Surprise, surprise — it, too, was nominated.

Littleton says HBO, which produces “True Detective,” has elevated the category selection game into an art form: “It’s a strategic effort either by the network or the studio to say, ‘What is the category that this show has its best chances in?’”

Not unexpectedly, the premium cable service led all comers with 99 nominations.

More from our conversation from Littleton:

On Emmy category rules

"Rules are fairly flexible for shows to make the case that they should be allowed to compete as a comedy. In the case of a show like "Shameless," a Showtime series which people have noted just had its most dramatic season ever, all of a sudden is a comedy. That was strictly a strategic decision to give the show its best chances to be Emmy nominated. Now if the producers of 'Homeland' or 'Mad Men' came to the Academy and said, 'We really think our show's a comedy'…there would just be no credible, possible way that you could say that's a comedy."

On "The Good Wife" snub

"A lot of people, including me, think that 'The Good Wife' was robbed this year. It was up there in the same stratosphere as cable dramas, by the estimation of a lot of television critics this year. It really excelled in that fifth season. … It's just a shocker that it didn't make it in."
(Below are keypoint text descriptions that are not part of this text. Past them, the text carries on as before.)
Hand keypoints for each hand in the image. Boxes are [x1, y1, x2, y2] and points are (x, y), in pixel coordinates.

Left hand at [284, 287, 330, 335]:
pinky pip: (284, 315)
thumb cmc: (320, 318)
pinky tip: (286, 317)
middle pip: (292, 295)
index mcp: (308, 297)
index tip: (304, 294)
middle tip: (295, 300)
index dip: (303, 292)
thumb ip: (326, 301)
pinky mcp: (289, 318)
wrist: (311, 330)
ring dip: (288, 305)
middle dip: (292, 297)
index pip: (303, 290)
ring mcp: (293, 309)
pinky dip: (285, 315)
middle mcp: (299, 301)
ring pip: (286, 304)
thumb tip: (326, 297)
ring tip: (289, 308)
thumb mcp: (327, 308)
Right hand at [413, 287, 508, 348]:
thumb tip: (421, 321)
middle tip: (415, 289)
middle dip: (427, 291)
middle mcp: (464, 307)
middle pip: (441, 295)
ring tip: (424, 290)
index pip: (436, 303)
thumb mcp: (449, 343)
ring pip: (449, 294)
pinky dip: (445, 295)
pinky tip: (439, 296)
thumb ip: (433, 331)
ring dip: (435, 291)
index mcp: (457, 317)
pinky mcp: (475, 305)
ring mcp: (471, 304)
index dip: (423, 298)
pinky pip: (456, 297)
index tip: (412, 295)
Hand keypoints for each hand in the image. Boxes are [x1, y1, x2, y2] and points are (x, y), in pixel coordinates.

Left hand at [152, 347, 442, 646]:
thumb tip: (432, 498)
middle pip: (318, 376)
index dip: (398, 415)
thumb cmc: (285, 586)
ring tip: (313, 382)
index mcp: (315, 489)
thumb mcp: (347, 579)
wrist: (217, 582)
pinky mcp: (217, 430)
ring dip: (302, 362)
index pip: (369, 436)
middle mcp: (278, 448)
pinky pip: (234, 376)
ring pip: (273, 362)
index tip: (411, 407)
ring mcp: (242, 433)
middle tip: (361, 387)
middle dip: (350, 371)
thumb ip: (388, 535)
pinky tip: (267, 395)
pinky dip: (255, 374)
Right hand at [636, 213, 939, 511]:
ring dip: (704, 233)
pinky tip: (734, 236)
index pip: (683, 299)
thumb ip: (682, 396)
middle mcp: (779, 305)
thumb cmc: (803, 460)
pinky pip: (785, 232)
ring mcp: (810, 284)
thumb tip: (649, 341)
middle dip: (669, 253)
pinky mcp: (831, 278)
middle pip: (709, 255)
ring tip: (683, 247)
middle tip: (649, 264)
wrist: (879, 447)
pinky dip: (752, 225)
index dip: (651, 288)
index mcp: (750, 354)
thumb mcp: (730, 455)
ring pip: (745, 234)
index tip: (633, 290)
On "The Walking Dead" snub

"There was no chance that it was going to get much beyond make-up and effects. You can imagine the clip reel. It's just not an Emmy type of a show, even though there's plenty of people who will vouch for its writing and its directing and its execution. It's just not an Emmy-bait kind of show."

On the Emmy " Outstanding Main Title Design" category

"Main title design and any of what are known as below-the-line categories — the craft categories or technical categories of people that do the sound mixing and the art direction and the makeup and hair — these are all truly crucial roles on any production. Television and movies are the conglomerations of work of a lot of true craftspeople that bring their skills to bear, and every show-runner will tell you that they get the best of the best to work on their shows."